* Task objective:
An unchanged copy of all the lines below is expected, and it should contain no pictures.

* Collected data:
[Start of Attachment]

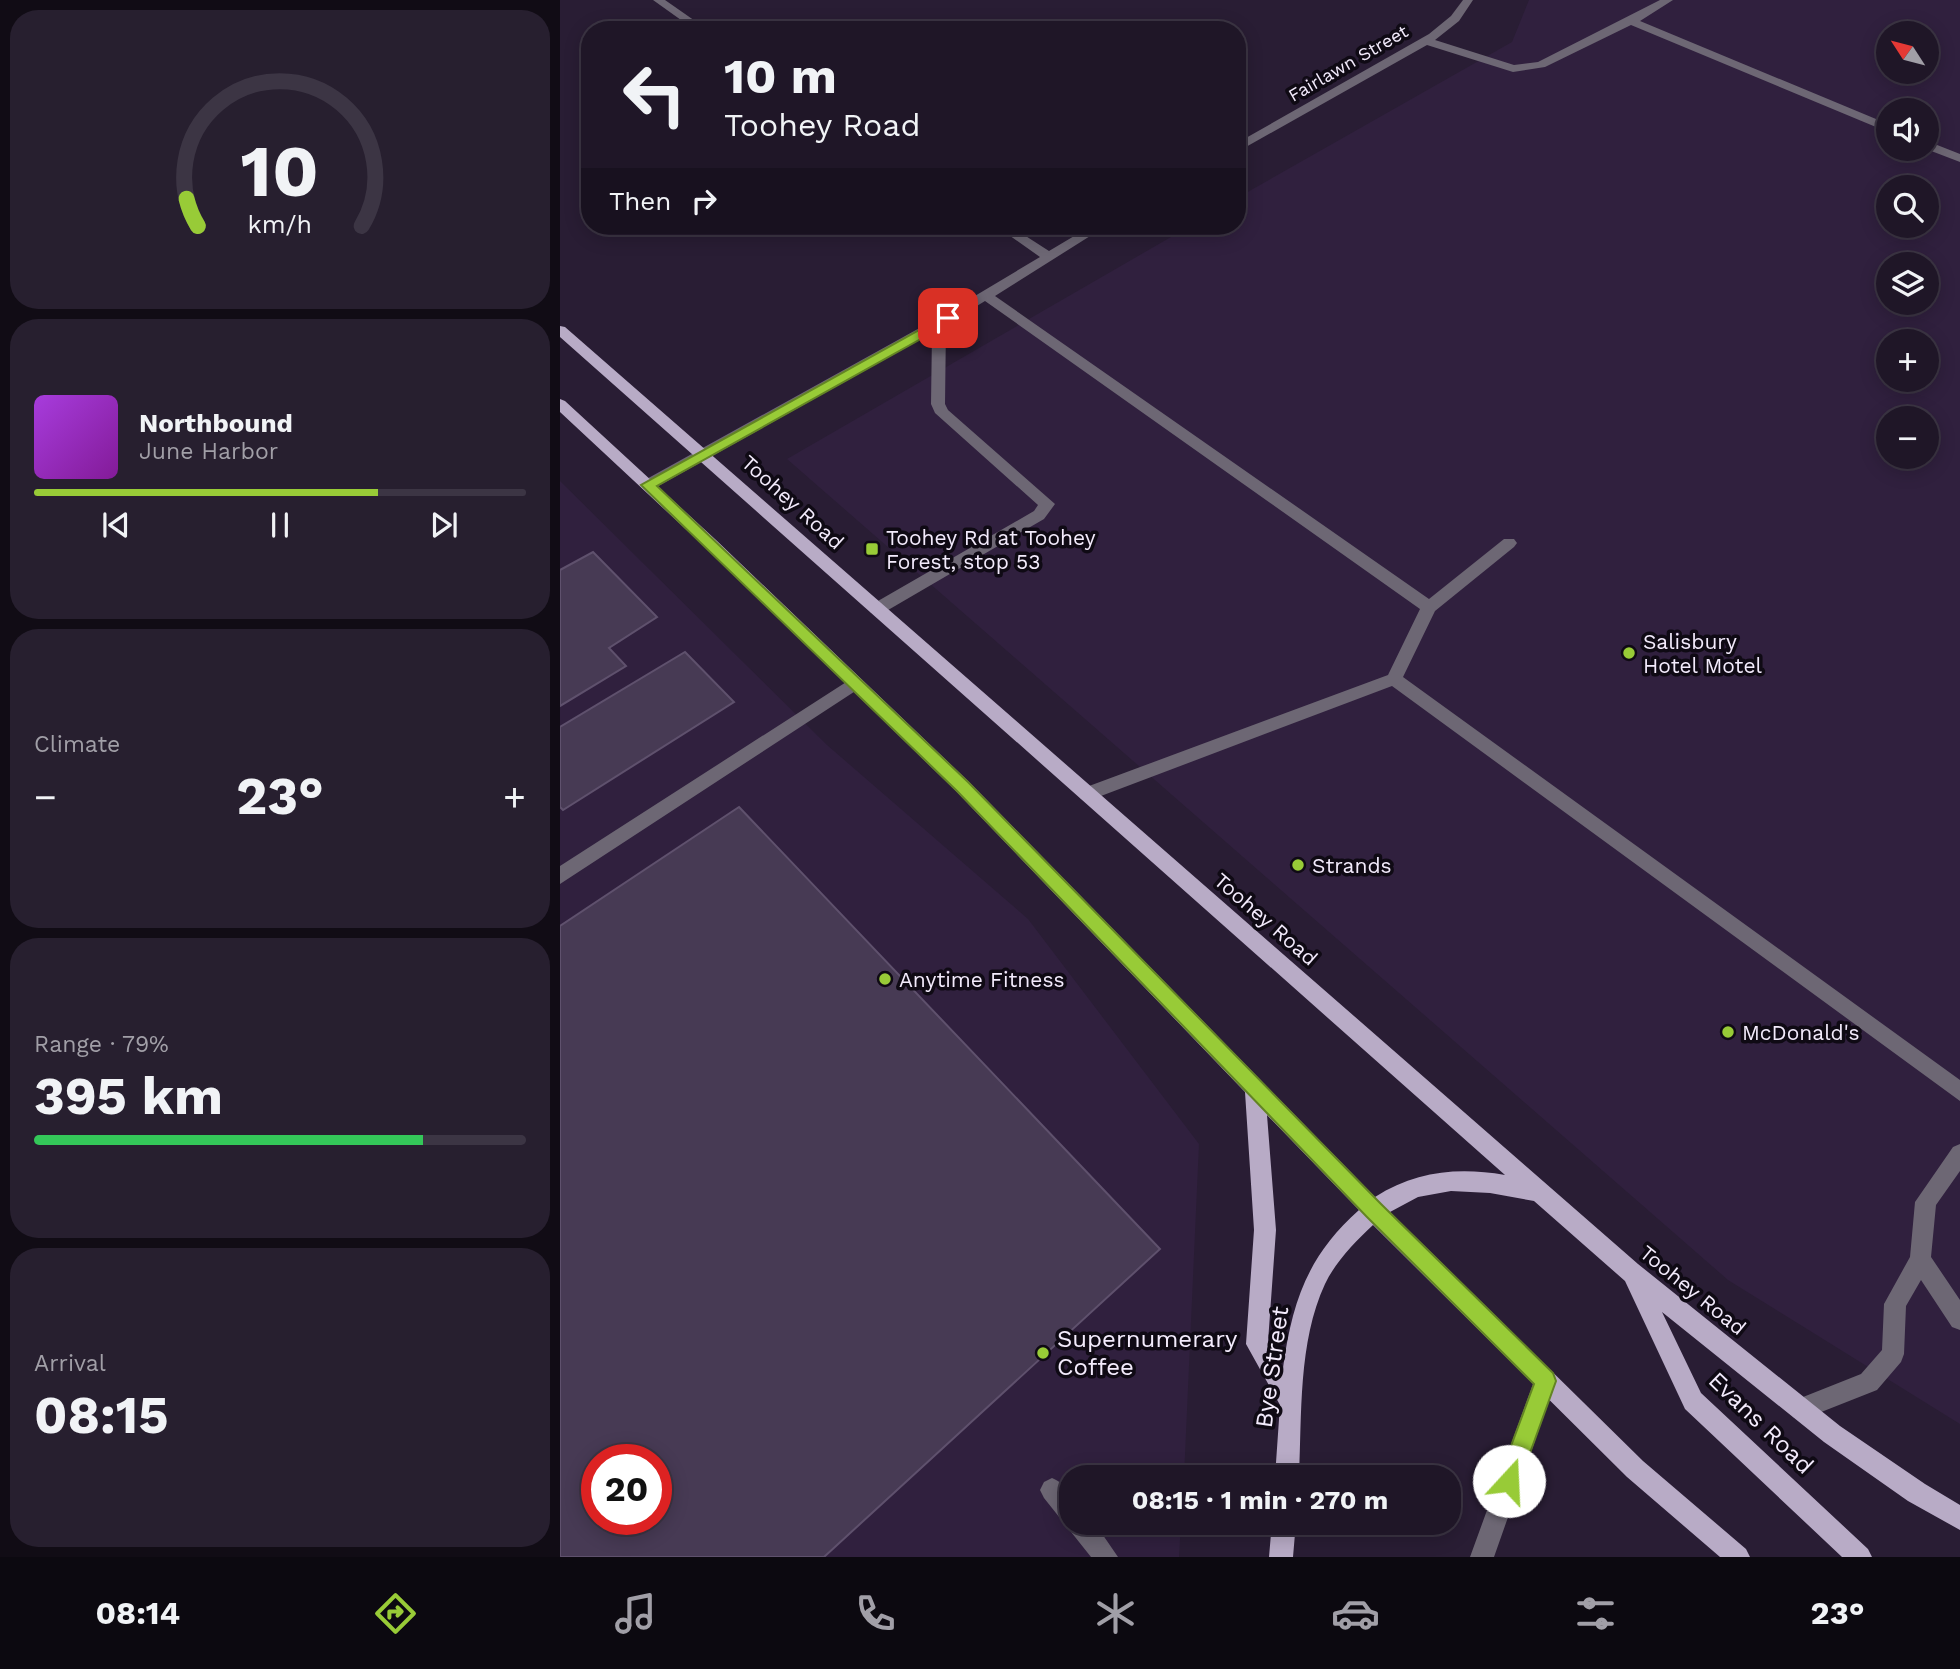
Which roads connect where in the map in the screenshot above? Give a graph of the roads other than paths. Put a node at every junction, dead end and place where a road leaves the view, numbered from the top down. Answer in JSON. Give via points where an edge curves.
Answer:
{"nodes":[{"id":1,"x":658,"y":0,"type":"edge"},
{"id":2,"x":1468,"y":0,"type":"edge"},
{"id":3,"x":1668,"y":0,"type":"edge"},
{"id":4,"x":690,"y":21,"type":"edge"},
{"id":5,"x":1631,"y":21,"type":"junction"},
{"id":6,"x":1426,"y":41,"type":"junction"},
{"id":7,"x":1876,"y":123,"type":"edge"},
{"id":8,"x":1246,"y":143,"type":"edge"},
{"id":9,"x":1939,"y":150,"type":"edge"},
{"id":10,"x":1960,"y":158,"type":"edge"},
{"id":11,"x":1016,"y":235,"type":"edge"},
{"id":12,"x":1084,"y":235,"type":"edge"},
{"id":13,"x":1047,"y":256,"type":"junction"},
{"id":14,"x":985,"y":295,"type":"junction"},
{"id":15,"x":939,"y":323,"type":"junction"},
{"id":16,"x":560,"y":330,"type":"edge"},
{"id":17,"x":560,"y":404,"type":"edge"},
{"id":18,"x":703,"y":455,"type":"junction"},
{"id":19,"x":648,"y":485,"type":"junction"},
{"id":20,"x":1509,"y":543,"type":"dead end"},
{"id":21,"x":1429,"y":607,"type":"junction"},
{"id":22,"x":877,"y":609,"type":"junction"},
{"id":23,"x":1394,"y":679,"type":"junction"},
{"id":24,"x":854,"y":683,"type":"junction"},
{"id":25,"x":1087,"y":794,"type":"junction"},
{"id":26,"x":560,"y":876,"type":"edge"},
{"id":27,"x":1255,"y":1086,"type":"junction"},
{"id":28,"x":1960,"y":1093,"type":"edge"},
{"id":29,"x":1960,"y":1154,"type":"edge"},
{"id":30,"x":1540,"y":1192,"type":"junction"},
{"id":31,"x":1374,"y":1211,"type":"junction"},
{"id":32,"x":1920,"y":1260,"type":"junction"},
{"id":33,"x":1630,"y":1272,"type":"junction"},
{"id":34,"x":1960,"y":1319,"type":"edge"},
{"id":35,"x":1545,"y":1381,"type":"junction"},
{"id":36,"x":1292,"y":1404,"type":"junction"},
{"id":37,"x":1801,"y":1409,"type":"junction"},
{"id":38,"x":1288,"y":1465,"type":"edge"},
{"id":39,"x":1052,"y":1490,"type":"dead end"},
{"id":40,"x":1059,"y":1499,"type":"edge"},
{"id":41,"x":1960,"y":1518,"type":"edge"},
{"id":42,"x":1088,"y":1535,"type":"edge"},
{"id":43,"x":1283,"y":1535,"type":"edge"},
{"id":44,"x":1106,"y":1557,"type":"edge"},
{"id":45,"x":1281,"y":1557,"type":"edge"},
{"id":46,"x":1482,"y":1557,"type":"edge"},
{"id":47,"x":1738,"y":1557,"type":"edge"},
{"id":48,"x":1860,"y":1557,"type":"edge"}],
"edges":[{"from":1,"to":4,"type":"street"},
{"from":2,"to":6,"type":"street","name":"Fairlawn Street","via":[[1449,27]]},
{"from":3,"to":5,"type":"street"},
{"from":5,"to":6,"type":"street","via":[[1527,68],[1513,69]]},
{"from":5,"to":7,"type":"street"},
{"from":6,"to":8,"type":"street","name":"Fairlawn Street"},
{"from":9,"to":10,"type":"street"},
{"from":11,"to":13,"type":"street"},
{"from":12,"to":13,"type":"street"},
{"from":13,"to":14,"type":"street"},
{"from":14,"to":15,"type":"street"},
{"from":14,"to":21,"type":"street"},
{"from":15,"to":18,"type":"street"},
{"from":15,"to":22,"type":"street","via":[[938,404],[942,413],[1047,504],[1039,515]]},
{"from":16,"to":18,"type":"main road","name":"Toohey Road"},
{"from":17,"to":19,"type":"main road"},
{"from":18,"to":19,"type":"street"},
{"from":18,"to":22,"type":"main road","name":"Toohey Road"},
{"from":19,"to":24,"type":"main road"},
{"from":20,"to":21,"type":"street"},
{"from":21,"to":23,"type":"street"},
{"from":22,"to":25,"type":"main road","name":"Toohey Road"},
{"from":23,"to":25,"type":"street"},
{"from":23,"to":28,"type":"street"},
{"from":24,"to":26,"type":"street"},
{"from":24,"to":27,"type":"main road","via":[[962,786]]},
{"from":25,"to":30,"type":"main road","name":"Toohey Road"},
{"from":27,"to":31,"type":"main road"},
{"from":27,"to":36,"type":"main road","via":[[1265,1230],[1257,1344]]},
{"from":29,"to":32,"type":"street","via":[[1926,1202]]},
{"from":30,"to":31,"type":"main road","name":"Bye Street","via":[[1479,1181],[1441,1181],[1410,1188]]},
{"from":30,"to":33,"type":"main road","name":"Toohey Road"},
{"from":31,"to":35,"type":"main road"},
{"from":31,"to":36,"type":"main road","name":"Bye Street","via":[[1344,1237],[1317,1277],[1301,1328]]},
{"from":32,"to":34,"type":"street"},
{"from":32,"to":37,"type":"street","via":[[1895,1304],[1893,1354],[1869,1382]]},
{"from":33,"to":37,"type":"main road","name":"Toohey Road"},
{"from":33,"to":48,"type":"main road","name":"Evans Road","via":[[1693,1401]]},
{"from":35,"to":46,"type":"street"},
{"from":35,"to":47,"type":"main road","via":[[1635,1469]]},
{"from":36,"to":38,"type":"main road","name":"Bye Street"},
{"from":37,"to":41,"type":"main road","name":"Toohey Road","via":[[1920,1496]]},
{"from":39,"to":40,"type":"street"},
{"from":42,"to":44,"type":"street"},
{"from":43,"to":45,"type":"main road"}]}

[End of Attachment]

* Your solution:
Which roads connect where in the map in the screenshot above? Give a graph of the roads other than paths. Put a node at every junction, dead end and place where a road leaves the view, numbered from the top down. Answer in JSON. Give via points where an edge curves.
Answer:
{"nodes":[{"id":1,"x":658,"y":0,"type":"edge"},
{"id":2,"x":1468,"y":0,"type":"edge"},
{"id":3,"x":1668,"y":0,"type":"edge"},
{"id":4,"x":690,"y":21,"type":"edge"},
{"id":5,"x":1631,"y":21,"type":"junction"},
{"id":6,"x":1426,"y":41,"type":"junction"},
{"id":7,"x":1876,"y":123,"type":"edge"},
{"id":8,"x":1246,"y":143,"type":"edge"},
{"id":9,"x":1939,"y":150,"type":"edge"},
{"id":10,"x":1960,"y":158,"type":"edge"},
{"id":11,"x":1016,"y":235,"type":"edge"},
{"id":12,"x":1084,"y":235,"type":"edge"},
{"id":13,"x":1047,"y":256,"type":"junction"},
{"id":14,"x":985,"y":295,"type":"junction"},
{"id":15,"x":939,"y":323,"type":"junction"},
{"id":16,"x":560,"y":330,"type":"edge"},
{"id":17,"x":560,"y":404,"type":"edge"},
{"id":18,"x":703,"y":455,"type":"junction"},
{"id":19,"x":648,"y":485,"type":"junction"},
{"id":20,"x":1509,"y":543,"type":"dead end"},
{"id":21,"x":1429,"y":607,"type":"junction"},
{"id":22,"x":877,"y":609,"type":"junction"},
{"id":23,"x":1394,"y":679,"type":"junction"},
{"id":24,"x":854,"y":683,"type":"junction"},
{"id":25,"x":1087,"y":794,"type":"junction"},
{"id":26,"x":560,"y":876,"type":"edge"},
{"id":27,"x":1255,"y":1086,"type":"junction"},
{"id":28,"x":1960,"y":1093,"type":"edge"},
{"id":29,"x":1960,"y":1154,"type":"edge"},
{"id":30,"x":1540,"y":1192,"type":"junction"},
{"id":31,"x":1374,"y":1211,"type":"junction"},
{"id":32,"x":1920,"y":1260,"type":"junction"},
{"id":33,"x":1630,"y":1272,"type":"junction"},
{"id":34,"x":1960,"y":1319,"type":"edge"},
{"id":35,"x":1545,"y":1381,"type":"junction"},
{"id":36,"x":1292,"y":1404,"type":"junction"},
{"id":37,"x":1801,"y":1409,"type":"junction"},
{"id":38,"x":1288,"y":1465,"type":"edge"},
{"id":39,"x":1052,"y":1490,"type":"dead end"},
{"id":40,"x":1059,"y":1499,"type":"edge"},
{"id":41,"x":1960,"y":1518,"type":"edge"},
{"id":42,"x":1088,"y":1535,"type":"edge"},
{"id":43,"x":1283,"y":1535,"type":"edge"},
{"id":44,"x":1106,"y":1557,"type":"edge"},
{"id":45,"x":1281,"y":1557,"type":"edge"},
{"id":46,"x":1482,"y":1557,"type":"edge"},
{"id":47,"x":1738,"y":1557,"type":"edge"},
{"id":48,"x":1860,"y":1557,"type":"edge"}],
"edges":[{"from":1,"to":4,"type":"street"},
{"from":2,"to":6,"type":"street","name":"Fairlawn Street","via":[[1449,27]]},
{"from":3,"to":5,"type":"street"},
{"from":5,"to":6,"type":"street","via":[[1527,68],[1513,69]]},
{"from":5,"to":7,"type":"street"},
{"from":6,"to":8,"type":"street","name":"Fairlawn Street"},
{"from":9,"to":10,"type":"street"},
{"from":11,"to":13,"type":"street"},
{"from":12,"to":13,"type":"street"},
{"from":13,"to":14,"type":"street"},
{"from":14,"to":15,"type":"street"},
{"from":14,"to":21,"type":"street"},
{"from":15,"to":18,"type":"street"},
{"from":15,"to":22,"type":"street","via":[[938,404],[942,413],[1047,504],[1039,515]]},
{"from":16,"to":18,"type":"main road","name":"Toohey Road"},
{"from":17,"to":19,"type":"main road"},
{"from":18,"to":19,"type":"street"},
{"from":18,"to":22,"type":"main road","name":"Toohey Road"},
{"from":19,"to":24,"type":"main road"},
{"from":20,"to":21,"type":"street"},
{"from":21,"to":23,"type":"street"},
{"from":22,"to":25,"type":"main road","name":"Toohey Road"},
{"from":23,"to":25,"type":"street"},
{"from":23,"to":28,"type":"street"},
{"from":24,"to":26,"type":"street"},
{"from":24,"to":27,"type":"main road","via":[[962,786]]},
{"from":25,"to":30,"type":"main road","name":"Toohey Road"},
{"from":27,"to":31,"type":"main road"},
{"from":27,"to":36,"type":"main road","via":[[1265,1230],[1257,1344]]},
{"from":29,"to":32,"type":"street","via":[[1926,1202]]},
{"from":30,"to":31,"type":"main road","name":"Bye Street","via":[[1479,1181],[1441,1181],[1410,1188]]},
{"from":30,"to":33,"type":"main road","name":"Toohey Road"},
{"from":31,"to":35,"type":"main road"},
{"from":31,"to":36,"type":"main road","name":"Bye Street","via":[[1344,1237],[1317,1277],[1301,1328]]},
{"from":32,"to":34,"type":"street"},
{"from":32,"to":37,"type":"street","via":[[1895,1304],[1893,1354],[1869,1382]]},
{"from":33,"to":37,"type":"main road","name":"Toohey Road"},
{"from":33,"to":48,"type":"main road","name":"Evans Road","via":[[1693,1401]]},
{"from":35,"to":46,"type":"street"},
{"from":35,"to":47,"type":"main road","via":[[1635,1469]]},
{"from":36,"to":38,"type":"main road","name":"Bye Street"},
{"from":37,"to":41,"type":"main road","name":"Toohey Road","via":[[1920,1496]]},
{"from":39,"to":40,"type":"street"},
{"from":42,"to":44,"type":"street"},
{"from":43,"to":45,"type":"main road"}]}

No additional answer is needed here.